▶ Available data

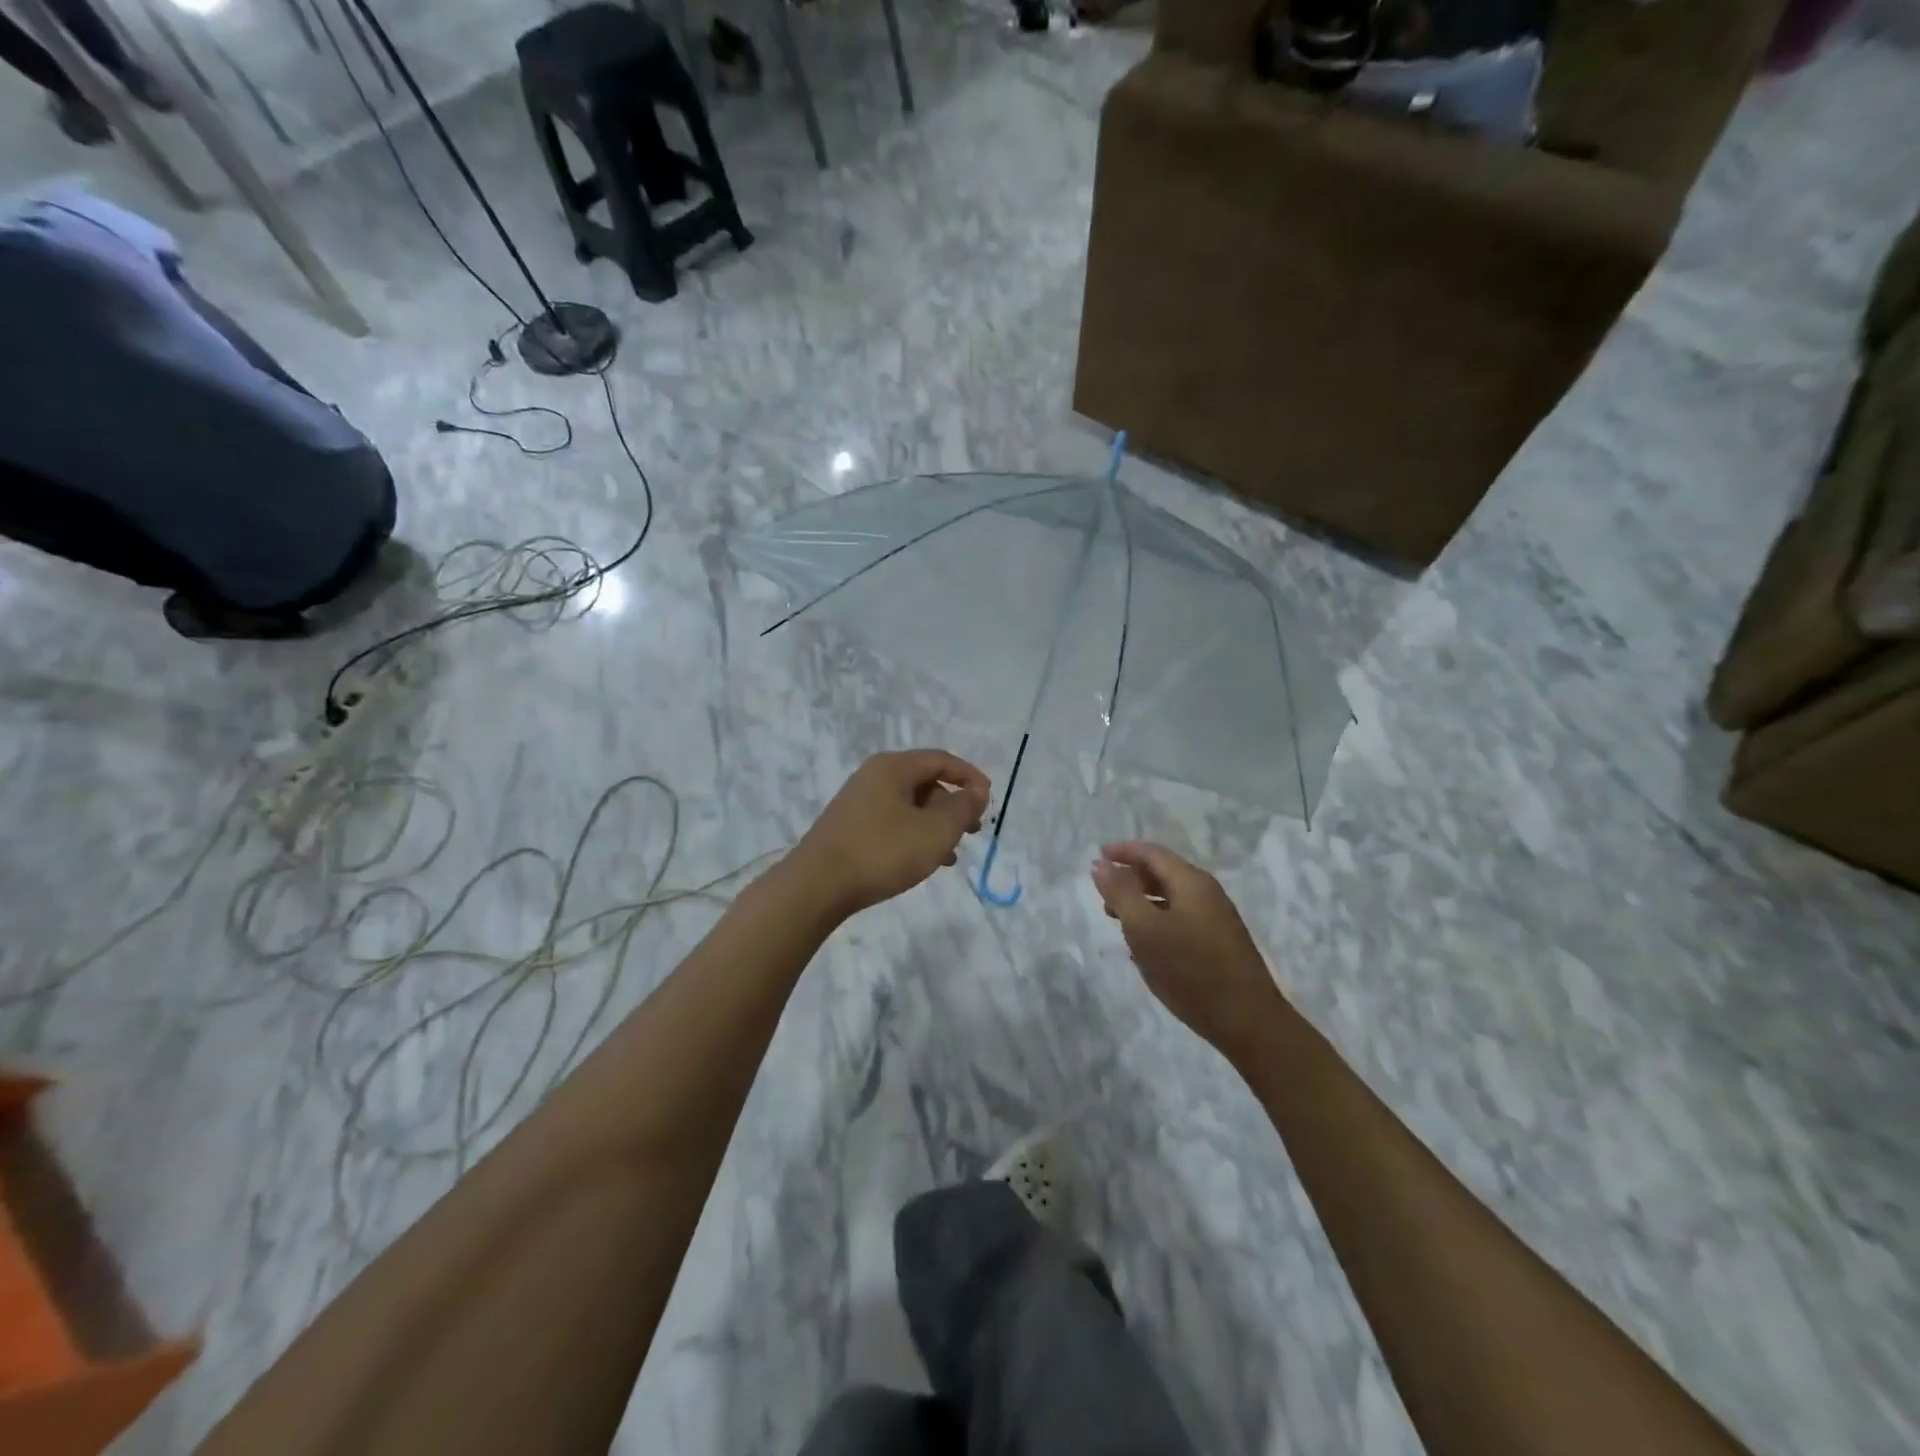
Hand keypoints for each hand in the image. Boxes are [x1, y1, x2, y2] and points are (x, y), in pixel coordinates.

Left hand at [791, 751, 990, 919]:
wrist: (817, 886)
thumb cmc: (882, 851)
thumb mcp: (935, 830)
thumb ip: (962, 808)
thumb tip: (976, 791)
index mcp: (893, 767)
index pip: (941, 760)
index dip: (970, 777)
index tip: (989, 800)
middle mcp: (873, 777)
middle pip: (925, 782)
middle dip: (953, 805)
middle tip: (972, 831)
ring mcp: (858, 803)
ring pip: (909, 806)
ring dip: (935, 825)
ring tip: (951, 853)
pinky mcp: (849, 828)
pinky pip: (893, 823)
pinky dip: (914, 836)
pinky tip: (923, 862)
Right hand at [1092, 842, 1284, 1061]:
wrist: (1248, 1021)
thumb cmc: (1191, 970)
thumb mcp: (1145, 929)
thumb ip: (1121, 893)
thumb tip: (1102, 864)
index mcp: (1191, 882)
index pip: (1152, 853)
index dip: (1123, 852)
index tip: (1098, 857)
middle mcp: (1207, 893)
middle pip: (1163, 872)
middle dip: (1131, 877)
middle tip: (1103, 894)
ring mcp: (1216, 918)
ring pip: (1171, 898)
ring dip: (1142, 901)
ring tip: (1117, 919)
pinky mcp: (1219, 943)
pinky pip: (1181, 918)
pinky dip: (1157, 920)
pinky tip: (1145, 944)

...

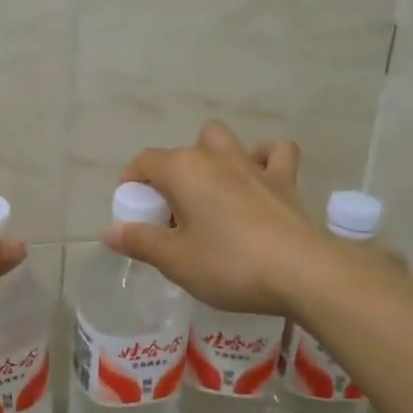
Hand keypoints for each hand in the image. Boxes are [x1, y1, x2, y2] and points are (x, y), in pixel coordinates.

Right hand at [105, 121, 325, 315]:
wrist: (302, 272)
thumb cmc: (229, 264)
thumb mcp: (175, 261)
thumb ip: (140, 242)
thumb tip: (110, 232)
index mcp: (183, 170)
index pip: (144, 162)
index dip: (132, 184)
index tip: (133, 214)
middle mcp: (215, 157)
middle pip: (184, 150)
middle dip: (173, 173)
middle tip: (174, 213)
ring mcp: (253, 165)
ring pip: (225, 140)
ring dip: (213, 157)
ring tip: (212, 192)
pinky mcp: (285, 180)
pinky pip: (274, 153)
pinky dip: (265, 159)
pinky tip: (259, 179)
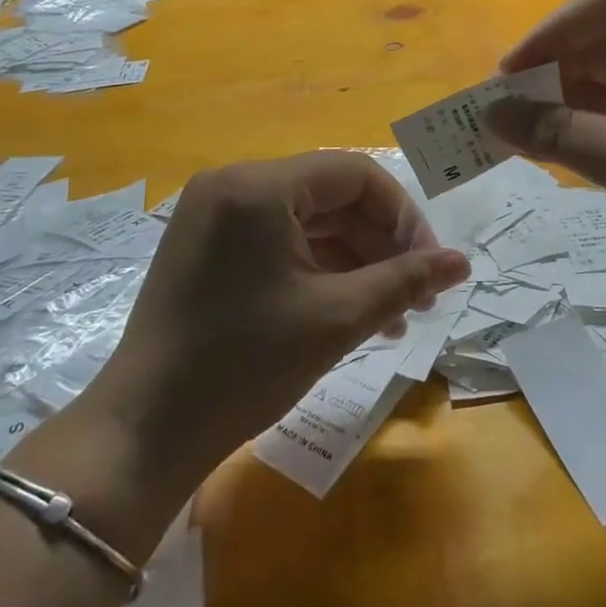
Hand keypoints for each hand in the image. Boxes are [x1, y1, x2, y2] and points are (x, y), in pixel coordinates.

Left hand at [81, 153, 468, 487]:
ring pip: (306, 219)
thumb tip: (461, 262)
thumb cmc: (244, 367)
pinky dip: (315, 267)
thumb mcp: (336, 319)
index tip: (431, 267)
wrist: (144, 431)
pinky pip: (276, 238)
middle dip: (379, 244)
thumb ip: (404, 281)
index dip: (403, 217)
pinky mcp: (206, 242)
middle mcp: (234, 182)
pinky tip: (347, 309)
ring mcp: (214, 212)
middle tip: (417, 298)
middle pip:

==

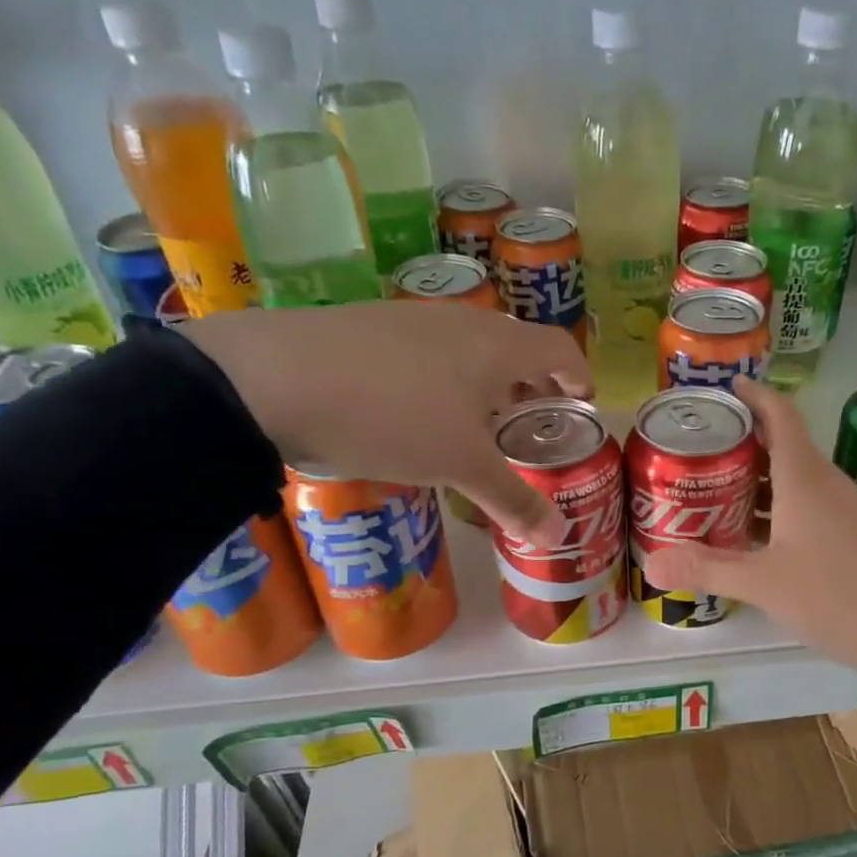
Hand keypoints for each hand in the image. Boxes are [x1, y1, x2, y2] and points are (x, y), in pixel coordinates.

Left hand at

▶ Task prompt
Could you reproduce, exactly, every line above from the line with "ring mcp: (858, 803)" to the line with "pinky tip: (1145, 944)", and no other line? Both ends count.

▶ Response to the task
ring mcp: (858, 803)
ring pip: (909, 806)
ring dip: (935, 825)
ring tip: (951, 853)
pinky mcp: (849, 828)
pinky pip: (893, 823)
pinky dip: (914, 836)
pinky tip: (923, 862)
Right hand at [1092, 842, 1284, 1061]:
wrist: (1248, 1021)
thumb cmc: (1191, 970)
thumb mcp: (1145, 929)
thumb ip: (1121, 893)
thumb tip: (1102, 864)
index mcp: (1191, 882)
index pip: (1152, 853)
index dip: (1123, 852)
index tip: (1098, 857)
middle mcp: (1207, 893)
middle pip: (1163, 872)
middle dip: (1131, 877)
middle tip: (1103, 894)
ring mcp: (1216, 918)
ring pip: (1171, 898)
ring dip: (1142, 901)
ring tip: (1117, 919)
pinky mcp: (1219, 943)
pinky pip: (1181, 918)
pinky dip: (1157, 920)
pinky tip: (1145, 944)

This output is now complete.